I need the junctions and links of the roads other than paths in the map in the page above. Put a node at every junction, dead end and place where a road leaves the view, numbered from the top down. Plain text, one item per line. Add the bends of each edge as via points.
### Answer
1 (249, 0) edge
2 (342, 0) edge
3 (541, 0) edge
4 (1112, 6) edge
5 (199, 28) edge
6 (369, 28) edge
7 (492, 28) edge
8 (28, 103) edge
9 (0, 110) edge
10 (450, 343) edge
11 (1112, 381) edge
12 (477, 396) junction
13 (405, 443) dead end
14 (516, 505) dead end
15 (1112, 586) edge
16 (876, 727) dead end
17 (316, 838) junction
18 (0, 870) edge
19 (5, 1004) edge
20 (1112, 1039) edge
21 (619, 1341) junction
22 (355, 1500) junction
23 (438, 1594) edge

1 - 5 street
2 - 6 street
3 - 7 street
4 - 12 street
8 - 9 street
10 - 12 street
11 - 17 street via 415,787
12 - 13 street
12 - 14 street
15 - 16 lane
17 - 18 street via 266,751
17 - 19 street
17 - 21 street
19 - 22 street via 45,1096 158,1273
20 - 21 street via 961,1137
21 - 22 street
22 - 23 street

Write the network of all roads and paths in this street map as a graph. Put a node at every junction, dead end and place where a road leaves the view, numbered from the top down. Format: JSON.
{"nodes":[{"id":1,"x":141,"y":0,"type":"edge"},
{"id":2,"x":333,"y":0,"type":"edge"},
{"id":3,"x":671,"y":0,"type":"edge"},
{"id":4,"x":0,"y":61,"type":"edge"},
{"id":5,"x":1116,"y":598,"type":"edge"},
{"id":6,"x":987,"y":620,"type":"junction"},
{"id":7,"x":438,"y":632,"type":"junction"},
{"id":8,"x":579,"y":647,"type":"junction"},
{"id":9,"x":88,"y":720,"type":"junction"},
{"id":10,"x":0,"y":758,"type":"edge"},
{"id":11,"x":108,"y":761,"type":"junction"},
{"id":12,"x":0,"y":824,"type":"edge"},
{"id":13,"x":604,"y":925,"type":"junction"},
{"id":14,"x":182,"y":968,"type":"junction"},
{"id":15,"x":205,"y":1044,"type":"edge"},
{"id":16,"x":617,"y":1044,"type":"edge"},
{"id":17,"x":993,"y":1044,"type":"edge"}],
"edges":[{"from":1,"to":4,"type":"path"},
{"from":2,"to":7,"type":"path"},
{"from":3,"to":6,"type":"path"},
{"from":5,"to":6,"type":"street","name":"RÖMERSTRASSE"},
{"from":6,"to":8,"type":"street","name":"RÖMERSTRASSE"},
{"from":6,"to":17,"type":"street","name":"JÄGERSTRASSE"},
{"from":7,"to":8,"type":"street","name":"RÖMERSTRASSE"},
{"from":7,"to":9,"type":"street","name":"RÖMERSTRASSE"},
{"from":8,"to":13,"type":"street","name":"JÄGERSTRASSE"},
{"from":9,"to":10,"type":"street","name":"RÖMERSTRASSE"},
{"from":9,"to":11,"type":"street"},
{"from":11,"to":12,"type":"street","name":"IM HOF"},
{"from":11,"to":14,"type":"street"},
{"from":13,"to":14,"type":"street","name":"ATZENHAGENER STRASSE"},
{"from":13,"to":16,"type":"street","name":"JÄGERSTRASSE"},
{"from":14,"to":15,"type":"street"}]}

----

> Assignment:
What lines of the material contain "JÄGERSTRASSE"? Show them.

> Result of this task:
{"from":6,"to":17,"type":"street","name":"JÄGERSTRASSE"},
{"from":8,"to":13,"type":"street","name":"JÄGERSTRASSE"},
{"from":13,"to":16,"type":"street","name":"JÄGERSTRASSE"},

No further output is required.